Saved entries
+ + + + + + +
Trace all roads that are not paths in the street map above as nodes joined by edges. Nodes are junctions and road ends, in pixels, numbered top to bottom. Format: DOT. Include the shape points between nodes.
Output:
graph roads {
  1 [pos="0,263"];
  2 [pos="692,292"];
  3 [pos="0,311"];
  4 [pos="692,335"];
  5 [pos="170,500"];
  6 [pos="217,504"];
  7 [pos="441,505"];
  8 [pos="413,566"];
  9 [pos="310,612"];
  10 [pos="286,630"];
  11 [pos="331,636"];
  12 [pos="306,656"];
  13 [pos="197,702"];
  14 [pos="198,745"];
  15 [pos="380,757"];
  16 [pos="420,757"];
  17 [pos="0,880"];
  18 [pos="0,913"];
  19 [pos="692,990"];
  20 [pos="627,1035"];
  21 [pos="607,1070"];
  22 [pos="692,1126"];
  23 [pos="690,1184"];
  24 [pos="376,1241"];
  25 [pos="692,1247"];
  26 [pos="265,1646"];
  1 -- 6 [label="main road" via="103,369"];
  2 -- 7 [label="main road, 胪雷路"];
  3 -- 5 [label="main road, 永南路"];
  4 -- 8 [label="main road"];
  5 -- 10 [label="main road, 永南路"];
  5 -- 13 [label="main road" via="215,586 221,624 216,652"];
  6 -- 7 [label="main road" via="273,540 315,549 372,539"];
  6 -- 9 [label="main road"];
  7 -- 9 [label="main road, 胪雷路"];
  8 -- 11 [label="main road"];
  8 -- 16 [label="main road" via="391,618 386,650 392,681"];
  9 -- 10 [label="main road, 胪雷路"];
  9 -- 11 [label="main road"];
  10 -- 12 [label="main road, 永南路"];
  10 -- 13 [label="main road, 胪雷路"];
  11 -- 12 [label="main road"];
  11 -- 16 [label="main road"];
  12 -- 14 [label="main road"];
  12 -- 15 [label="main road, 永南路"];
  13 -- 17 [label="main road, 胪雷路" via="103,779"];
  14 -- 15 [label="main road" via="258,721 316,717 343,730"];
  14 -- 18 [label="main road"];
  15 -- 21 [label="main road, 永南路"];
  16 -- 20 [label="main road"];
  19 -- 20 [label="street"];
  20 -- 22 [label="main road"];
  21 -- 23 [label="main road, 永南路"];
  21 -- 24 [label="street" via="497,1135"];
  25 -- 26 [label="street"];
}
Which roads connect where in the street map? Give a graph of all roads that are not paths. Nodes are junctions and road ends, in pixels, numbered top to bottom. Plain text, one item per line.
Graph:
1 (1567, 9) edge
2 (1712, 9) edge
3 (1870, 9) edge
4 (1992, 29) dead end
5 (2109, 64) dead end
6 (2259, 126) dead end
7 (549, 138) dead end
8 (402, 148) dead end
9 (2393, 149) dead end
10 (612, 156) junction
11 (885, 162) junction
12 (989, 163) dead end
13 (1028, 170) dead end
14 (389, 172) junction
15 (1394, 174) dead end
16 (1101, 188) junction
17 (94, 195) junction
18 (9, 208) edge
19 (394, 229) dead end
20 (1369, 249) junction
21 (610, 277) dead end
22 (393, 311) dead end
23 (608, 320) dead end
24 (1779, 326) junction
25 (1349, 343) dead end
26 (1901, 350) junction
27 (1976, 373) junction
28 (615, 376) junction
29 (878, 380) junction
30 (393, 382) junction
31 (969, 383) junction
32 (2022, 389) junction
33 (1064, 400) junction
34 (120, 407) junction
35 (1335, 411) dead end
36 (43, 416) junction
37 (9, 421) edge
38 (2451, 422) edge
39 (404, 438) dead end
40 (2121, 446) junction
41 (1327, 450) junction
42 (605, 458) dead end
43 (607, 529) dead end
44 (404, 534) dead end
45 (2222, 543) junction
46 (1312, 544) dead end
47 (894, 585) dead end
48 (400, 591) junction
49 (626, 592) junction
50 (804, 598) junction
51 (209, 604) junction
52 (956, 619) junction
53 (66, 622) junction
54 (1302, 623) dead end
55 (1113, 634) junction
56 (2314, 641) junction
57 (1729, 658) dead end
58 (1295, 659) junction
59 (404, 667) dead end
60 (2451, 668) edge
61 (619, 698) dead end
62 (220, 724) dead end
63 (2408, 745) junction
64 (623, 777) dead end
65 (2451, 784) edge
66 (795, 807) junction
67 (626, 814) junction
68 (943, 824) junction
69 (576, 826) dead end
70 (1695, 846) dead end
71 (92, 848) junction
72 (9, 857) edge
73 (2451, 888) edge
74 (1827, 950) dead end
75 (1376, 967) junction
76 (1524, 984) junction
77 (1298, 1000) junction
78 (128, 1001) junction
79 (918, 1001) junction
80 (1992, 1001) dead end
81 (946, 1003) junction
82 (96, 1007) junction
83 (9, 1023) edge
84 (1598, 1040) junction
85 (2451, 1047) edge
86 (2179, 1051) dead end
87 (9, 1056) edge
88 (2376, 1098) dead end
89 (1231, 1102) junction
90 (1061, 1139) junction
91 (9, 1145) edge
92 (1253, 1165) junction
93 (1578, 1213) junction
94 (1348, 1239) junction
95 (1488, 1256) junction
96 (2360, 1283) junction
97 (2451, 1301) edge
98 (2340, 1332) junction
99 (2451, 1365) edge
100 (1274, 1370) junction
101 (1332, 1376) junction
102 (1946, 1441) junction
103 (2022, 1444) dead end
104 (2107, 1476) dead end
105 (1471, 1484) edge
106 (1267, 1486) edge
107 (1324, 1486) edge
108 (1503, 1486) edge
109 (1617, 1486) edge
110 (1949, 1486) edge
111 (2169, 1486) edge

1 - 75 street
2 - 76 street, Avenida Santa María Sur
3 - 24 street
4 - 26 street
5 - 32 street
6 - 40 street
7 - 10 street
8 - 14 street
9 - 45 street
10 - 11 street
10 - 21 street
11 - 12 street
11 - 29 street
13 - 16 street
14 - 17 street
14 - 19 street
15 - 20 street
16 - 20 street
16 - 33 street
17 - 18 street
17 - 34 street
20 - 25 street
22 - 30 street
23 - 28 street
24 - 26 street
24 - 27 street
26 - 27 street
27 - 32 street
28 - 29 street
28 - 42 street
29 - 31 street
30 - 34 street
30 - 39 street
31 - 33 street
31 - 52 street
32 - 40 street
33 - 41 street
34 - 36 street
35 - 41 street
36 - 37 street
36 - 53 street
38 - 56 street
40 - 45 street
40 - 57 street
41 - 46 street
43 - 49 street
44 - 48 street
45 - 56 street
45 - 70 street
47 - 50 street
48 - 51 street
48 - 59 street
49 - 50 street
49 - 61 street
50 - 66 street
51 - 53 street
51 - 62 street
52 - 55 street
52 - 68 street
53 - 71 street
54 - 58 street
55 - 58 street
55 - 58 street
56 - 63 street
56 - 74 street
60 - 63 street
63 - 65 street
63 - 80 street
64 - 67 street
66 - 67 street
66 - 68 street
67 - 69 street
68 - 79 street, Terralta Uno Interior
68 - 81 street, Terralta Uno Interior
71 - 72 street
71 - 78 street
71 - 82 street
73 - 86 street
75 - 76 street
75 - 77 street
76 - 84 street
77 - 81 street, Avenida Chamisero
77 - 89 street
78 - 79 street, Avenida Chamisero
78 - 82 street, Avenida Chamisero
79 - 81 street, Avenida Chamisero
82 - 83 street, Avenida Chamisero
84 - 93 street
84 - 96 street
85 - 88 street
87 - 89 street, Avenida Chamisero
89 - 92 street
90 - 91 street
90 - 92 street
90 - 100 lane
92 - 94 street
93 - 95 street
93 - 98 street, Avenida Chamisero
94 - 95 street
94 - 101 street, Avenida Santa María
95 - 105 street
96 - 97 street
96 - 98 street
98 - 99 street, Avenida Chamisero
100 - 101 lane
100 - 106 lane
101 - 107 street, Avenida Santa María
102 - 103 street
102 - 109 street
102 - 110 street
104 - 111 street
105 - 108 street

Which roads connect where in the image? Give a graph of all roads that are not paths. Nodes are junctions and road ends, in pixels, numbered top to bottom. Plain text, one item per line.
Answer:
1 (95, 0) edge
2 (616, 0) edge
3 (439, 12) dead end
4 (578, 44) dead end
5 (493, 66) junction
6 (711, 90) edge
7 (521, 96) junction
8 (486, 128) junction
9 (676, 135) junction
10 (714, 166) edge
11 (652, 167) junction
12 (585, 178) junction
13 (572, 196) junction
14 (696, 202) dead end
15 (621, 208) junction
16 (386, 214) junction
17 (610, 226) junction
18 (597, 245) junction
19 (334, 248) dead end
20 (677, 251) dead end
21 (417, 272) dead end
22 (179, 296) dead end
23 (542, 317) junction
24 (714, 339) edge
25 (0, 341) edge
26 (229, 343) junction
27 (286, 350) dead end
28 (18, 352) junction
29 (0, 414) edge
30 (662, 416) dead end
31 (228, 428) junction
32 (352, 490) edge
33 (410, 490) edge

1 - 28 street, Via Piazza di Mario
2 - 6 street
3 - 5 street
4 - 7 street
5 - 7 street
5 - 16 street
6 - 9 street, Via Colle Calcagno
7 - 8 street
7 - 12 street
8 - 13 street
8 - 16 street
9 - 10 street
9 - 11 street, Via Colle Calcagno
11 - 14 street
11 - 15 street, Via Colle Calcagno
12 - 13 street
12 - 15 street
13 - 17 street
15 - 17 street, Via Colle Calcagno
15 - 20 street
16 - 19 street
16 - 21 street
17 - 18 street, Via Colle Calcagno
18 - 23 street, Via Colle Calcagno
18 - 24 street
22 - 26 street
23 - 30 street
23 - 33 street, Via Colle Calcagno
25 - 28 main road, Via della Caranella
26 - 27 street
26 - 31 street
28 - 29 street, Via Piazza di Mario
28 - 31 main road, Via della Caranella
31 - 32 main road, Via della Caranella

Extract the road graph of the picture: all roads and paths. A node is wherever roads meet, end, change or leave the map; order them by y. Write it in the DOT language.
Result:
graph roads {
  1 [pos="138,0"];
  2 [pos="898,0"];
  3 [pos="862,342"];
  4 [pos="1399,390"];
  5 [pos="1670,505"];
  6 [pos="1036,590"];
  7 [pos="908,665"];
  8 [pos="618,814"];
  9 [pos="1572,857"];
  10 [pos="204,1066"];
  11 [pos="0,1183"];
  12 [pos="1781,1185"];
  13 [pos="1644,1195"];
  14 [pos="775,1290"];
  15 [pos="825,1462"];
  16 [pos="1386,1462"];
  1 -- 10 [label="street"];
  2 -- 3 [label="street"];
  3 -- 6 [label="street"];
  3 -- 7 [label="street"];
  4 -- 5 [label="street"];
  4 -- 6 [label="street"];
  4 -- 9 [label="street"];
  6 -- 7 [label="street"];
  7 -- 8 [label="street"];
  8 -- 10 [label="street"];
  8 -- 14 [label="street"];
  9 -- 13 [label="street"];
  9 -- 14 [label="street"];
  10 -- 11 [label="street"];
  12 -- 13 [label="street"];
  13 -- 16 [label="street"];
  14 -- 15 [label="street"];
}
+ + + + + + +
**Work request:** Exactly the lines from the one containing "Extract the road" through the end of the records should be reproduced, and no others.

**Answer space:**
Extract the road graph of the picture: all roads and paths. A node is wherever roads meet, end, change or leave the map; order them by y. Write it in the DOT language.
Result:
graph roads {
  1 [pos="138,0"];
  2 [pos="898,0"];
  3 [pos="862,342"];
  4 [pos="1399,390"];
  5 [pos="1670,505"];
  6 [pos="1036,590"];
  7 [pos="908,665"];
  8 [pos="618,814"];
  9 [pos="1572,857"];
  10 [pos="204,1066"];
  11 [pos="0,1183"];
  12 [pos="1781,1185"];
  13 [pos="1644,1195"];
  14 [pos="775,1290"];
  15 [pos="825,1462"];
  16 [pos="1386,1462"];
  1 -- 10 [label="street"];
  2 -- 3 [label="street"];
  3 -- 6 [label="street"];
  3 -- 7 [label="street"];
  4 -- 5 [label="street"];
  4 -- 6 [label="street"];
  4 -- 9 [label="street"];
  6 -- 7 [label="street"];
  7 -- 8 [label="street"];
  8 -- 10 [label="street"];
  8 -- 14 [label="street"];
  9 -- 13 [label="street"];
  9 -- 14 [label="street"];
  10 -- 11 [label="street"];
  12 -- 13 [label="street"];
  13 -- 16 [label="street"];
  14 -- 15 [label="street"];
}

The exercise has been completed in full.